UK Gambling Duty Hikes and Woes
The funny (peculiar, not funny-funny) thing here is that retail betting duty has not changed in the UK. Neither has horse race betting (which has now become a part of general retail betting). Only iGaming and remote sports betting (online bookies) have been hit with gambling tax hikes. But as these are the main sources of revenue for major companies like Evoke, and the margins are higher than retail shops, which have maintenance and staff costs – it is the retail betting shops that may get hit hardest here. Them and the smaller operators in the UK.
Relocation or changing game plans have seen Flutter relocate Sky Bet to Malta, and shut down loads of Paddy Power retail shops. But the company has also taken positive forward momentum, recently expanding on its Tombola platform by adding an arcade games app. The landscape here is shifting, with online casino and sports (and other verticals) taking priority over focusing efforts on the gambling sectors that have avoided the tax hikes (retail betting, horse racing, retail bingo).

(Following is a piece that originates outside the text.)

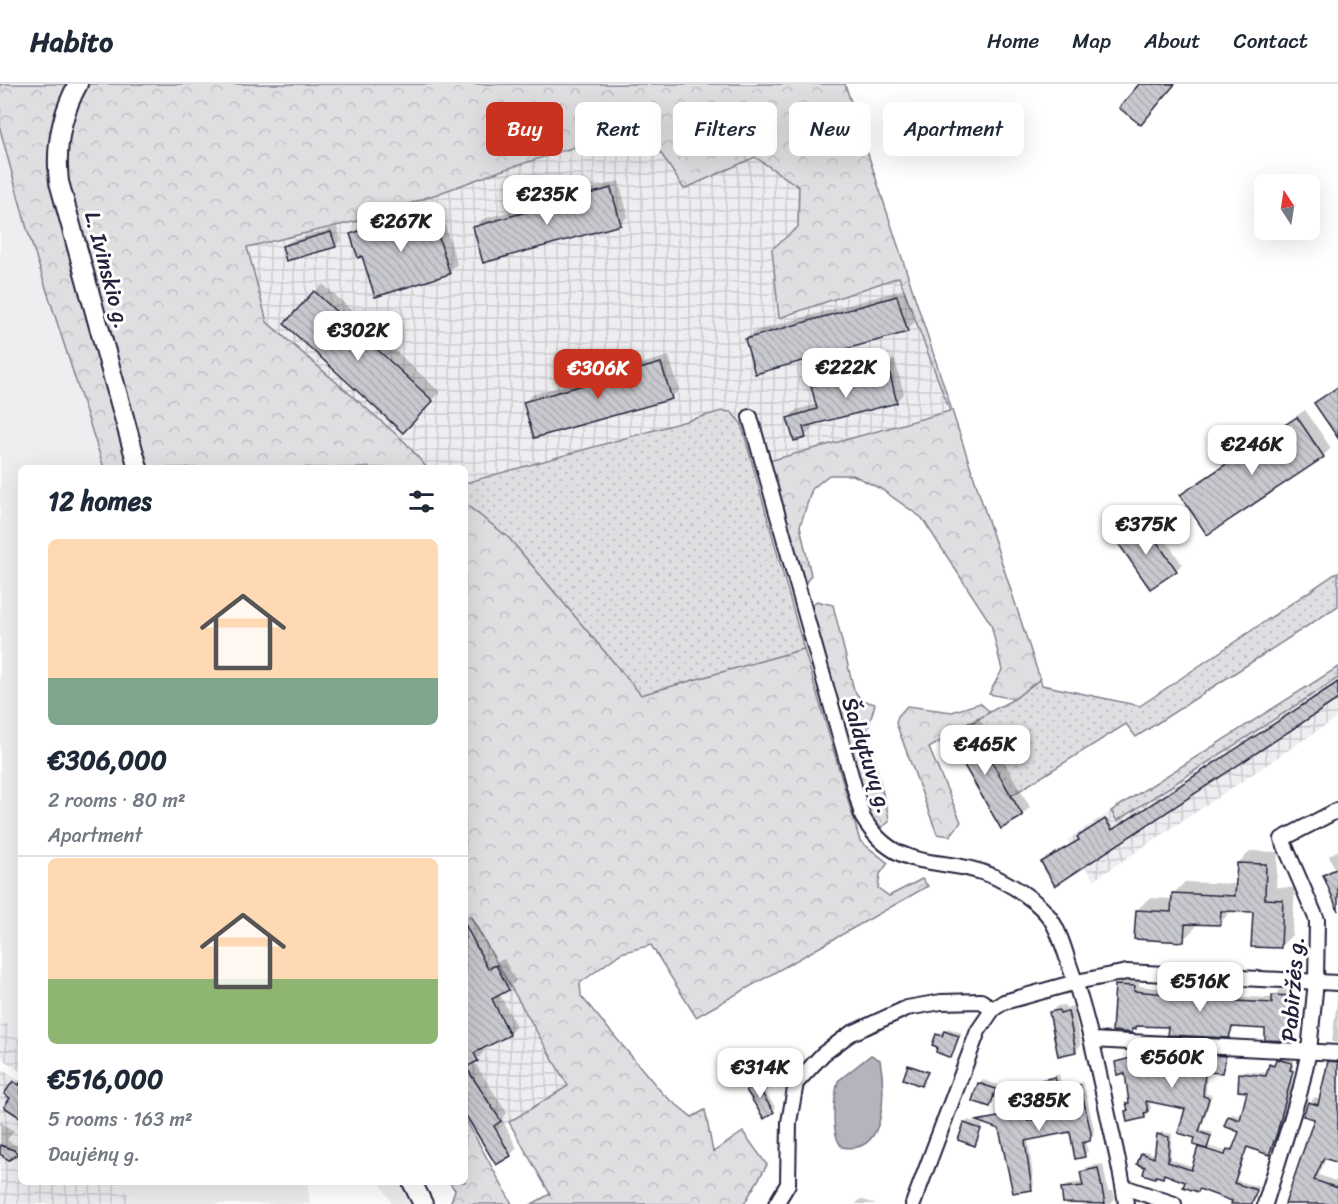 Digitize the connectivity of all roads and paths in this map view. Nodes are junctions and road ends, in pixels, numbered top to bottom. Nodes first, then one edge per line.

Caesars x Fertitta Potential Deal and Other Big Moves
Across the pond, in the US, Caesars is going through a similar process. Caesars Entertainment has suffered a heavy decline in revenue over the past few years, and it is entertaining talks of a buyout, with reports linking Tilman Fertitta to a possible $6.5 billion to a $7 billion deal. Fertitta owns the Golden Nugget casino franchise, Landry’s Inc, the Houston Rockets of the NBA and many high end catering brands. A big player in the US market, they look a prime candidate to restore Caesars and find a new way forward to cut back on the company’s massive debt package.
It really speaks volumes to the great split between the two markets. On the one hand, you have the US market that has heavy restrictions on online casinos that are only available in 8 states and online sports betting, while growing, is still a very young market, having been legalized at a federal level in 2018. On the other side, you have the UK market, which has time-old bookies and a mature market with high engagement figures. Only the UK market is becoming more restricted and retail betting is becoming more exposed. This easily shows how the US market can command such mind-blowing acquisition bids, whereas the UK, with its legacy-heavy operators, can command a fraction of what they were once worth.

Challenges to Survive in the UK Gambling Sector
Across the board, operators in the UK are consolidating, restructuring their operations, and experimenting with new verticals to offset the threat of gambling tax hikes and overregulation. They are dealing with a plethora of issues, including:
- Increasingly strict affordability checks
- Rising compliance and licensing costs
- Higher taxation on online betting and iGaming
- Declining retail revenue and engagement
- Intensifying competition from more agile, digital first brands
It is not all bad news for UK operators, as there is definitely a focus on making more innovative products and the UKGC may even potentially consider the notion of entertaining cryptocurrency sites in the future. But operators have to play their cards more cautiously now. Even the biggest brands are going to suffer from the impacts of the regulatory changes and tax hikes, and the path forward cannot be strewn with blown out gambles on mergers or risky new products. Investors, like Bally’s, need to look at the bigger picture here and be prepared for a market that may slow down during these transitional years before it begins to pick up again.